There was no agreement and the national rail strike in the United Kingdom will continue: it is the largest and most disruptive in 30 years

The Railway, Maritime and Transport Union accused the government of “ruining” Wednesday’s talks (REUTERS / John Sibley) (JOHN SIBLEY /)

Great Britain will face the second of three national rail strikes on Thursday after what new negotiations between the union and the employers ended in deadlock.

The Railway, Shipping and Transport Union accused the government of “ruining” Wednesday’s talks and said it the 24-hour strike by 40,000 cleaners, signalmen, maintenance workers and station staff would go ahead as planned. The union action this week is Britain’s biggest and most disruptive rail strike in 30 years.

Railway infrastructure company Network Rail said it was “disappointed that RMT has again chosen to walk away from negotiations. We remain available for chats, day or night.”

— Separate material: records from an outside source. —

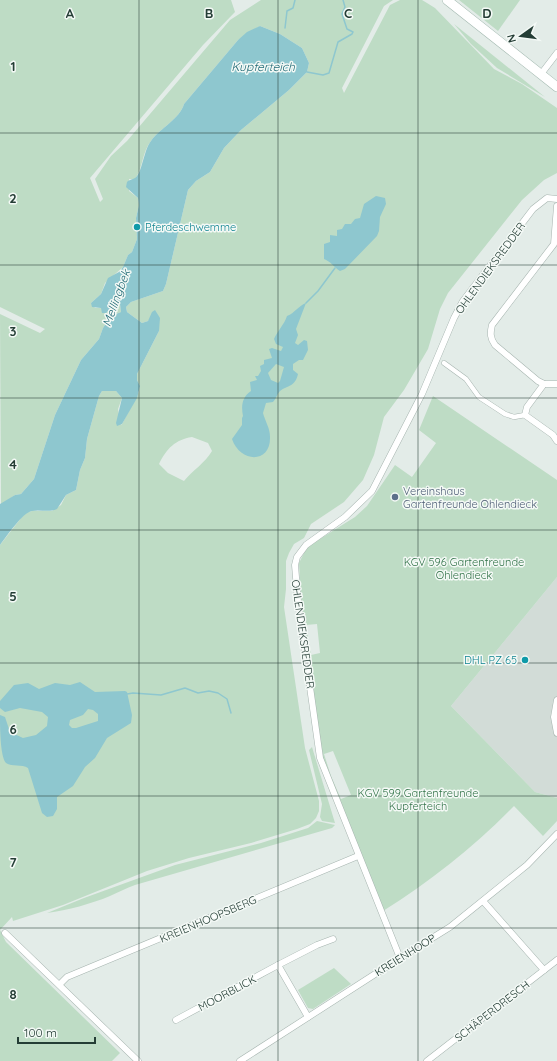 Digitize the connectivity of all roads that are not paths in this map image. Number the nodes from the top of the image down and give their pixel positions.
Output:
1 (447, 0) edge
2 (557, 54) edge
3 (541, 74) junction
4 (557, 87) edge
5 (557, 200) edge
6 (557, 206) edge
7 (556, 244) edge
8 (444, 363) dead end
9 (544, 384) junction
10 (557, 384) edge
11 (525, 415) junction
12 (557, 440) edge
13 (557, 700) edge
14 (557, 733) edge
15 (557, 834) edge
16 (358, 856) junction
17 (483, 902) junction
18 (5, 932) dead end
19 (333, 939) dead end
20 (400, 958) junction
21 (557, 960) edge
22 (278, 966) junction
23 (544, 970) junction
24 (60, 984) junction
25 (308, 1016) junction
26 (176, 1020) dead end
27 (138, 1061) edge
28 (240, 1061) edge
29 (427, 1061) edge

1 - 3 main road
2 - 3 street
3 - 4 main road
5 - 16 street, OHLENDIEKSREDDER
6 - 7 street
7 - 9 street
8 - 11 street
9 - 10 street
9 - 11 street
11 - 12 street
13 - 14 street
15 - 17 street, KREIENHOOP
16 - 20 street, OHLENDIEKSREDDER
16 - 24 street, KREIENHOOPSBERG
17 - 20 street, KREIENHOOP
17 - 23 street
18 - 24 street
19 - 22 street, MOORBLICK
20 - 25 street, KREIENHOOP
21 - 23 street, SCHÄPERDRESCH
22 - 25 street
22 - 26 street, MOORBLICK
23 - 29 street, SCHÄPERDRESCH
24 - 27 street
25 - 28 street, KREIENHOOP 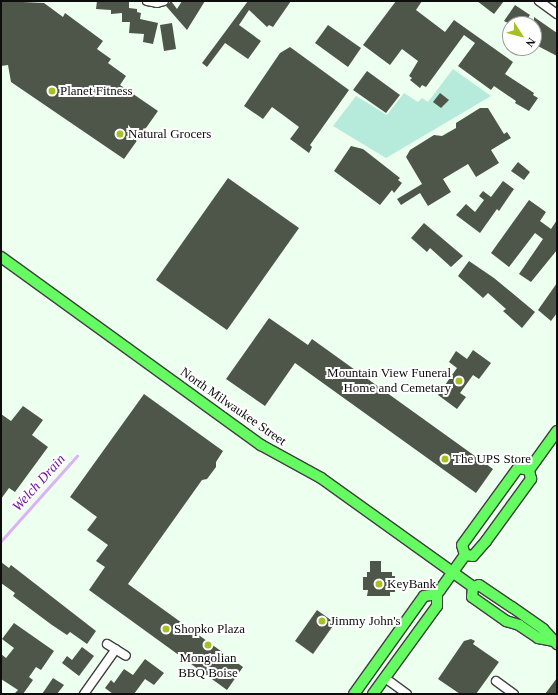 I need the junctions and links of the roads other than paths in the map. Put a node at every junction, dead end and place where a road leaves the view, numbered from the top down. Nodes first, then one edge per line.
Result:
1 (147, 1) edge
2 (164, 1) edge
3 (539, 1) edge
4 (557, 14) edge
5 (1, 257) edge
6 (557, 431) edge
7 (530, 470) junction
8 (464, 555) junction
9 (453, 571) junction
10 (473, 587) junction
11 (437, 594) junction
12 (555, 643) edge
13 (107, 644) dead end
14 (116, 650) junction
15 (126, 656) dead end
16 (385, 678) junction
17 (496, 681) dead end
18 (84, 694) edge
19 (354, 694) edge
20 (373, 694) edge
21 (407, 694) edge
22 (514, 694) edge

1 - 2 street
3 - 4 street
5 - 9 main road, North Milwaukee Street
6 - 7 main road
7 - 8 main road
7 - 8 main road
8 - 9 main road
9 - 10 main road, North Milwaukee Street
9 - 11 main road
10 - 12 main road, North Milwaukee Street
10 - 12 main road, North Milwaukee Street
11 - 16 main road
11 - 19 main road
13 - 14 street
14 - 15 street
14 - 18 street
16 - 20 main road
16 - 21 street
17 - 22 street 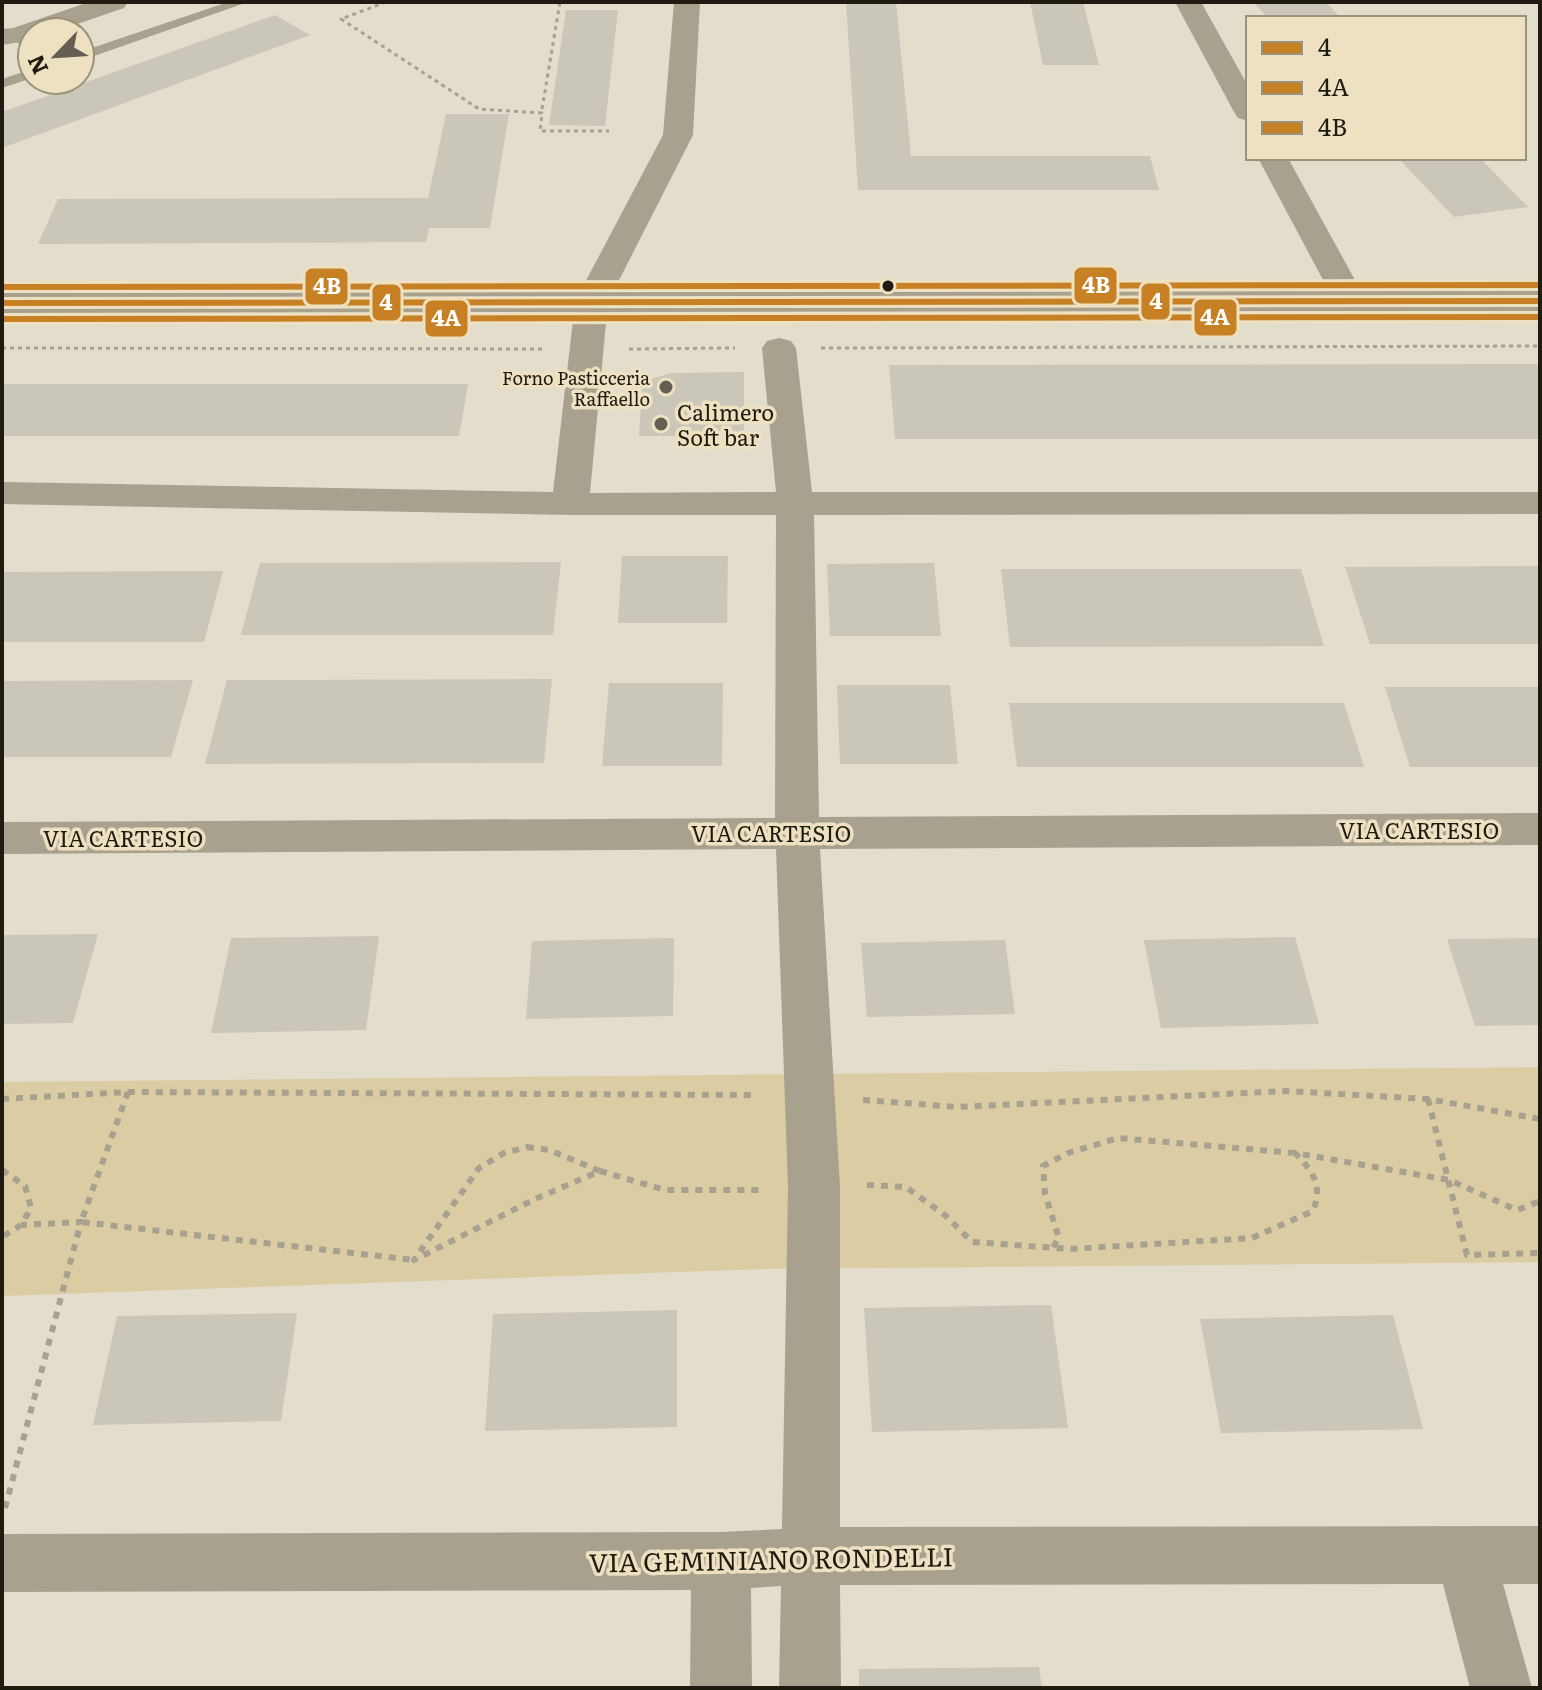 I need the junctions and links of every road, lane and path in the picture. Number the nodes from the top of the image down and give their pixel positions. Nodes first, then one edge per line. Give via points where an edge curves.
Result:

The union staged a one-day strike on Tuesday that brought the UK rail network to a halt, with only a fifth of passenger services in operation. Another strike is planned for Saturday.

The dispute centers on wages, working conditions and job security, as British railway companies aim to cut costs and staff after two years in which government emergency funds kept them afloat.

The strike pits the union against 13 private train operating companies and the government-owned National Rail. While Britain’s Conservative government insists it is not involved in the dispute, the union says it plays a major role in the heavily regulated industry.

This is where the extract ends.